I was inspired by Dustin Watts' Bluetooth ESP32 TFT + Touch Macro Keyboard. I liked this project because it was simple enough for a beginner build, and it involved the application of a variety of engineering disciplines including coding, electronics design, and even 3D printing. I like to explore content creating, so a Bluetooth keypad that mimicked Elgato's touch stream deck would make my workflow easier. Throughout the process, I ended up modifying the website shortcuts to emoji shortcuts. I love using emojis because I think they can lighten up and make any conversation fun. My mac doesn't have a touch bar so it's hard for me to use emojis while I type on my computer. I made this project in Ms. Berbawy's Principles of Engineering class, with a lot of support from her! I hope you enjoy making the project as much as I did! Special thanks to Berbawy Makers, Autodesk Fusion 360, Arduino IDE, GitHub, and Fremont Unified School District, and Mission Valley ROP for supporting me in this project!

Materials

• ESP32 DevKitC-VE Development Board
• TFT Touch Screen
• Female - Female Jumper Wires
• Velcro
• Solder
• M3 Screws (5 mm length)
• M3 Lock nuts

Equipment

• Soldering Iron
• Magnifying glass and Helping hands (or some kind of stand that helps you hold wires in place)
• Soldering fan
• Desoldering pump
• Heat Gun
• 3D Printer (I used a Prusa MK3S+) and PLA filament
• Dial Calipers
• Exacto Knife
• Wire strippers

Applications:

• Fusion 360
• Prusa Slicer (or any other slicer)
• Arduino IDE

The first thing I did was connect the ESP32 microcontroller to the touchscreen. Both the software components have header pins on them to form connections easily. If you read the chart below carefully, pin 18 on the Esp32 connects to SCK and T_CLK on the touch screen. Likewise, pin 23 on the ESP32 connects to SDI(MOSI) and T_DIN on the touchscreen. This was the first setback I ran into. I didn't know how to connect two different pins on the touchscreen to the same pin on the microcontroller. After considering many different options, like a printed circuit board or soldering wires directly between the two parts, I decided to use jumper wires because of their portability and ease of use. Instead of ordering double-headed jumper wires, I decided to solder them myself. I will explain how to do this in the next step. For now, you should connect the other headers with female-female jumper wires.

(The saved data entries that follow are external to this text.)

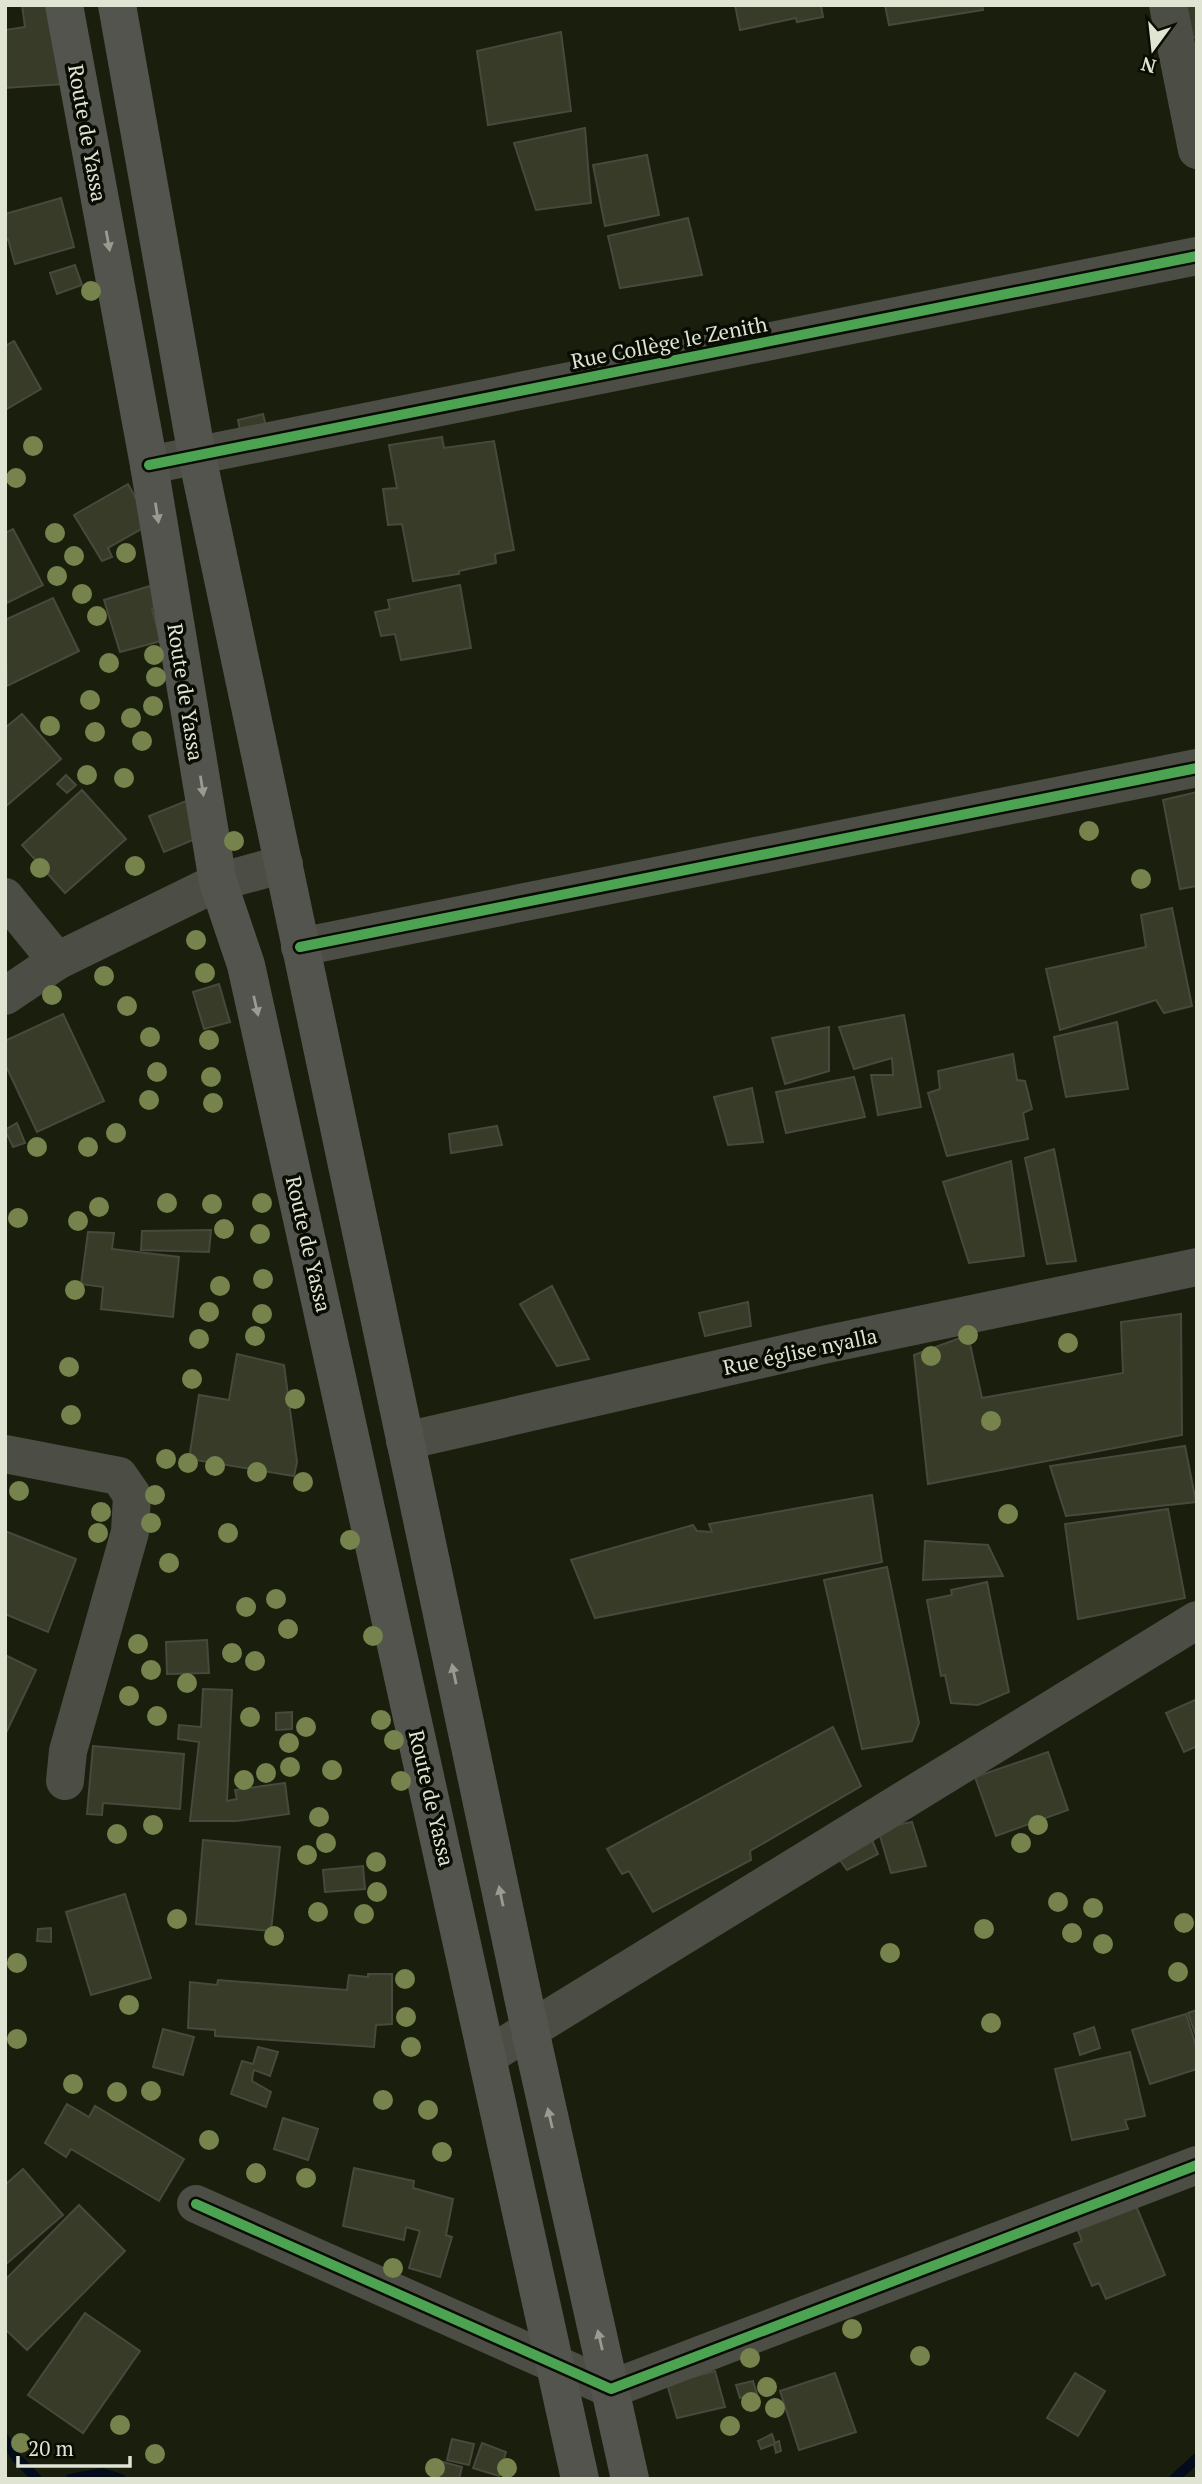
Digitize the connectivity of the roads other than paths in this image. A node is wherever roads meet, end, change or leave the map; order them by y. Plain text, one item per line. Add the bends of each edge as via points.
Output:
1 (64, 5) edge
2 (117, 5) edge
3 (1168, 5) edge
4 (1197, 150) edge
5 (1197, 256) edge
6 (197, 456) junction
7 (149, 465) junction
8 (1197, 768) edge
9 (284, 864) junction
10 (218, 882) junction
11 (5, 897) edge
12 (300, 947) junction
13 (57, 961) junction
14 (5, 996) edge
15 (1197, 1267) edge
16 (404, 1441) junction
17 (5, 1454) edge
18 (1197, 1620) edge
19 (65, 1781) dead end
20 (530, 2030) junction
21 (489, 2055) junction
22 (1197, 2165) edge
23 (196, 2204) dead end
24 (555, 2364) junction
25 (611, 2389) junction
26 (580, 2479) edge
27 (630, 2479) edge

1 -> 7 main road, Route de Yassa
2 - 6 main road
3 - 4 street
5 - 6 street, Rue Collège le Zenith
6 - 7 street, Rue Collège le Zenith
6 - 9 main road
7 -> 10 main road, Route de Yassa
8 - 12 street
9 - 10 street
9 - 12 main road
10 - 13 street
10 -> 21 main road, Route de Yassa via 246,965
11 - 13 street
12 - 16 main road
13 - 14 street
15 - 16 street, Rue église nyalla via 823,1345
20 -> 16 main road
17 - 19 street via 119,1476 132,1495 130,1532 68,1751
18 - 20 street
20 - 21 street
25 -> 20 main road
21 - 24 main road, Route de Yassa
22 - 25 street
23 - 24 street
24 - 25 street
24 - 26 main road, Route de Yassa
25 - 27 main road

Note: The Microcontroller has two "GND"s and you can connect it to either, it doesn't matter. Make sure to double check the connections as they are an integral part of making the software work.

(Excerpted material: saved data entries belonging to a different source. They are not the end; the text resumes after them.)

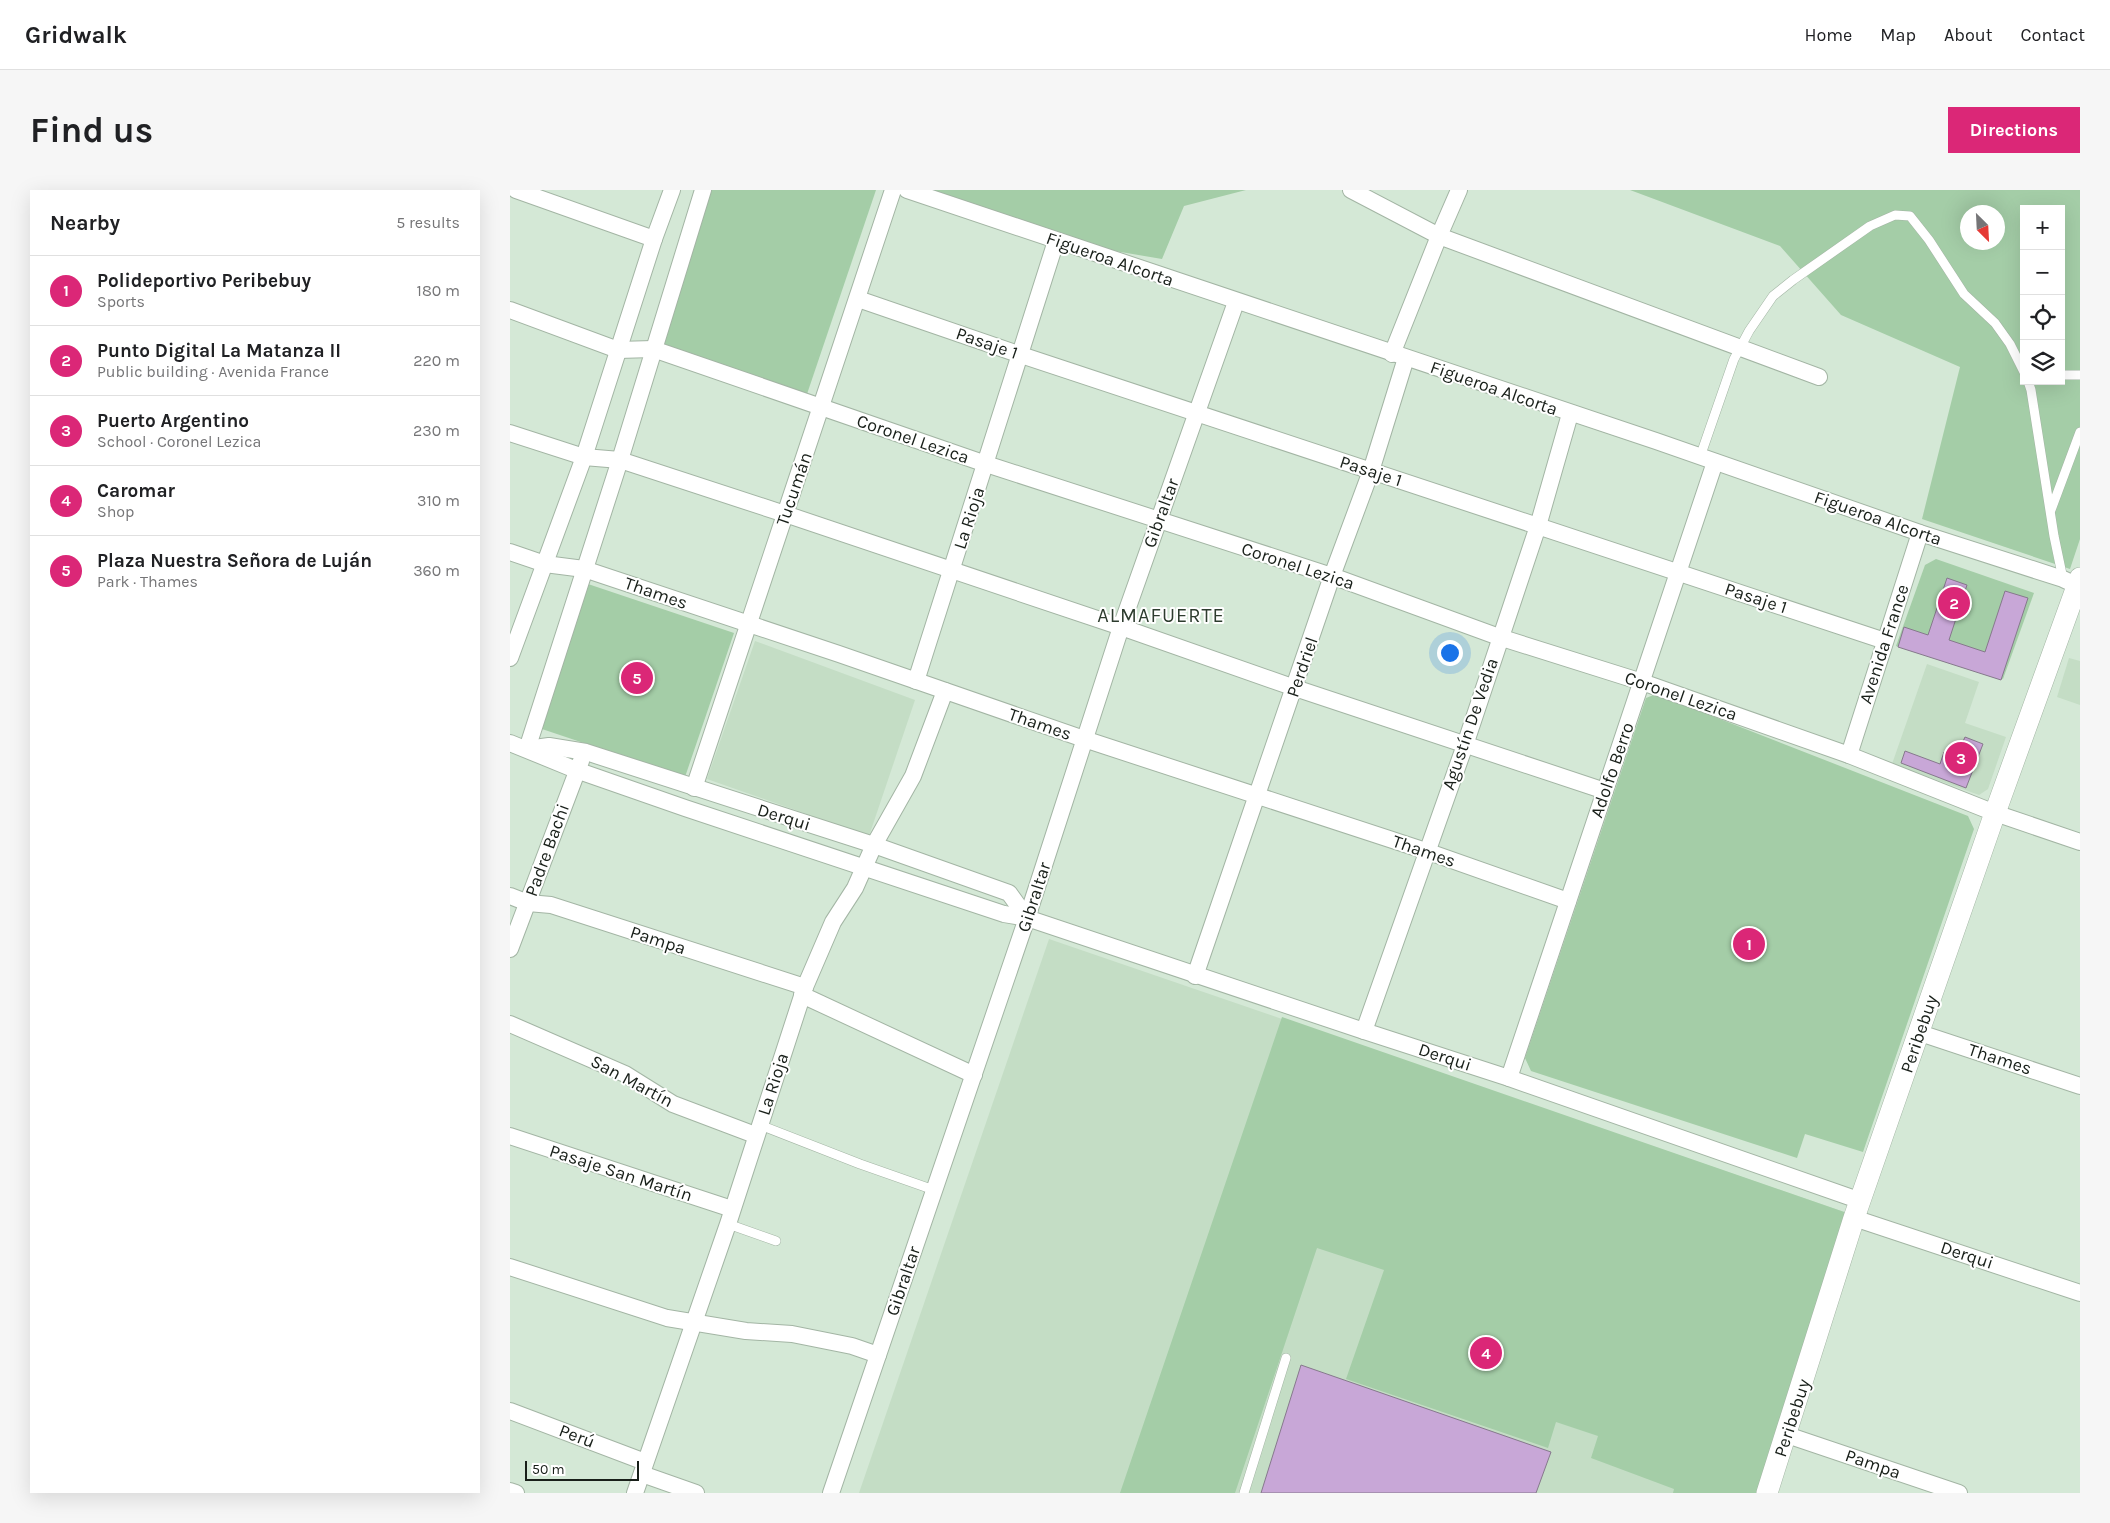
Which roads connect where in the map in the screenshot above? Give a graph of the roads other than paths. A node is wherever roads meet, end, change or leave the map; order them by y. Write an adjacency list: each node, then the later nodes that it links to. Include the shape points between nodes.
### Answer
1 (516, 190): 9 (street)
2 (672, 190): 9 (street)
3 (703, 190): 16 (street)
4 (893, 190): 11 (street, Tucumán)
5 (907, 190): 10 (street, Figueroa Alcorta)
6 (1351, 190): 8 (street)
7 (1459, 190): 8 (street, Perdriel)
8 (1439, 236): 15 (street); 20 (street, Perdriel)
9 (654, 239): 17 (street)
10 (1056, 241): 12 (street, Figueroa Alcorta); 18 (street, La Rioja)
11 (858, 299): 18 (street, Pasaje 1); 26 (street, Tucumán)
12 (1236, 302): 20 (street, Figueroa Alcorta); 27 (street, Gibraltar)
13 (510, 310): 17 (street, Coronel Lezica)
14 (2010, 344): 15 (lane, via 1995,323 1964,294 1910,216 1895,215 1870,226 1773,296); 19 (lane); 21 (lane)
15 (1740, 348): 24 (street); 32 (lane)
16 (653, 349): 17 (street, Coronel Lezica); 26 (street, Coronel Lezica); 33 (street)
17 (618, 350): 31 (street)
18 (1018, 354): 27 (street, Pasaje 1); 35 (street, La Rioja)
19 (2020, 354)
20 (1399, 356): 28 (street, Figueroa Alcorta); 36 (street, Perdriel)
21 (2020, 364)
22 (2065, 375): 23 (lane)
23 (2080, 375)
24 (1819, 377)
25 (2029, 385): 37 (lane)
26 (822, 408): 35 (street, Coronel Lezica); 38 (street, Tucumán)
27 (1197, 412): 36 (street, Pasaje 1); 39 (street, Gibraltar)
28 (1570, 414): 32 (street, Figueroa Alcorta); 40 (street, Agustín De Vedia)
29 (2080, 432): 37 (lane)
30 (510, 433): 31 (street)
31 (584, 457): 33 (street); 43 (street)
32 (1700, 457): 34 (street, Figueroa Alcorta)
33 (620, 460): 38 (street); 44 (street)
34 (1715, 462): 41 (street, Figueroa Alcorta); 46 (street, Adolfo Berro)
35 (986, 464): 39 (street, Coronel Lezica); 45 (street, La Rioja)
36 (1370, 471): 40 (street, Pasaje 1); 47 (street, Perdriel)
37 (2051, 511): 48 (lane, via 2054,536)
38 (785, 514): 45 (street); 49 (street, Tucumán)
39 (1158, 520): 47 (street, Coronel Lezica); 50 (street, Gibraltar)
40 (1538, 526): 46 (street, Pasaje 1); 51 (street, Agustín De Vedia)
41 (1920, 533): 48 (street, Figueroa Alcorta); 52 (street, Avenida France)
42 (510, 552): 43 (street, Thames)
43 (545, 564): 44 (street, Thames); 53 (street)
44 (584, 569): 49 (street, Thames); 61 (street)
45 (952, 570): 50 (street); 54 (street, La Rioja)
46 (1678, 572): 52 (street, Pasaje 1); 55 (street, Adolfo Berro)
47 (1332, 576): 51 (street, Coronel Lezica); 56 (street, Perdriel)
48 (2075, 583): 68 (street, Peribebuy)
49 (748, 624): 54 (street, Thames); 65 (street, Tucumán)
50 (1121, 627): 56 (street); 58 (street, Gibraltar)
51 (1499, 637): 55 (street, Coronel Lezica); 60 (street, Agustín De Vedia)
52 (1885, 641): 63 (street, Avenida France)
53 (510, 658)
54 (916, 681): 57 (street, Thames)
55 (1642, 682): 63 (street, Coronel Lezica); 66 (street, Adolfo Berro)
56 (1295, 688): 60 (street); 67 (street, Perdriel)
57 (945, 691): 58 (street, Thames); 70 (street, La Rioja, via 912,776)
58 (1084, 739): 67 (street, Thames); 76 (street, Gibraltar)
59 (510, 743): 61 (street, Derqui)
60 (1465, 745): 66 (street); 71 (street, Agustín De Vedia)
61 (526, 748): 62 (street, Derqui, via 549,746); 64 (street, Derqui)
62 (586, 752): 64 (street, Padre Bachi); 65 (street, Derqui)
63 (1849, 756): 68 (street, Coronel Lezica)
64 (576, 770): 72 (street, Derqui); 75 (street, Padre Bachi)
65 (694, 788): 70 (street, Derqui)
66 (1605, 791): 74 (street, Adolfo Berro)
67 (1258, 796): 71 (street, Thames); 78 (street, Perdriel)
68 (1995, 813): 69 (street, Coronel Lezica); 82 (street, Peribebuy)
69 (2080, 842)
70 (874, 845): 72 (street, La Rioja); 76 (street, Derqui, via 1010,893)
71 (1426, 851): 74 (street, Thames); 81 (street, Agustín De Vedia)
72 (865, 867): 76 (street, Derqui, via 1004,914); 79 (street, La Rioja, via 856,888 833,922)
73 (510, 896): 75 (street, Pampa)
74 (1568, 901): 84 (street, Adolfo Berro)
75 (528, 903): 77 (street, Padre Bachi); 79 (street, Pampa, via 551,905)
76 (1028, 918): 78 (street, Derqui); 83 (street, Gibraltar)
77 (510, 949)
78 (1195, 976): 81 (street, Derqui)
79 (804, 991): 83 (street, Pampa); 86 (street, La Rioja)
80 (510, 1024): 86 (street, San Martín, via 625,1074 673,1104)
81 (1364, 1031): 84 (street, Derqui)
82 (1920, 1033): 85 (street, Thames); 89 (street, Peribebuy)
83 (974, 1075): 88 (street, Gibraltar)
84 (1509, 1078): 89 (street, Derqui)
85 (2080, 1086)
86 (758, 1130): 88 (lane); 90 (street, La Rioja)
87 (510, 1136): 90 (street, Pasaje San Martín)
88 (934, 1190): 95 (street, Gibraltar)
89 (1857, 1210): 93 (street, Derqui); 98 (street, Peribebuy)
90 (730, 1216): 91 (lane); 94 (street, La Rioja)
91 (776, 1240)
92 (510, 1267): 94 (street, via 647,1312)
93 (2080, 1293)
94 (693, 1322): 95 (street, via 746,1331 792,1334 852,1346); 99 (street, La Rioja)
95 (878, 1355): 104 (street, Gibraltar)
96 (1286, 1358): 105 (lane)
97 (510, 1411): 99 (street, Perú)
98 (1787, 1435): 106 (street, Peribebuy); 107 (street, Pampa)
99 (643, 1468): 102 (street, La Rioja); 103 (street, Perú)
100 (510, 1491): 101 (street)
101 (516, 1493)
102 (635, 1493)
103 (696, 1493)
104 (831, 1493)
105 (1244, 1493)
106 (1768, 1493)
107 (1959, 1493)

These are the connections you need to make from the ESP32 -> Touchscreen:

The microcontroller pins are on the left, and the touch screen pins are on the right.

Esp32 - TFT

GND - GND

3.3V - VCC

15 - CS

4 - RESET

2 - DC/RS

23 - SDI(MOSI) and T_DIN

18 - SCK and T_CLK

32 - LED

21 - T_CS

19 - T_DO

27 - T_IRQ

I started with cutting a normal female-female jumper wire through the middle with an Exacto knife. Then, I used wire strippers to take off about an inch of the the insulation. I took another whole jumper wire, and used the knife to carefully scrape off the insulation down the middle. I accidentally cut the wire down the middle too, but then realized I could join it back with solder. Then, taking my two pieces, I soldered the wires together. I put each half on one clips on the soldering helping hands.

It is important to spread the solder evenly the first time you apply it on the wires. This is because bringing the hot iron near the wires with solder on them, melts the metal and you have to start all over again.

After the soldering, I put a piece of plastic insulation on the exposed wire area. I carefully used a heat gun to shrink it, and my double headed jumper wires were ready.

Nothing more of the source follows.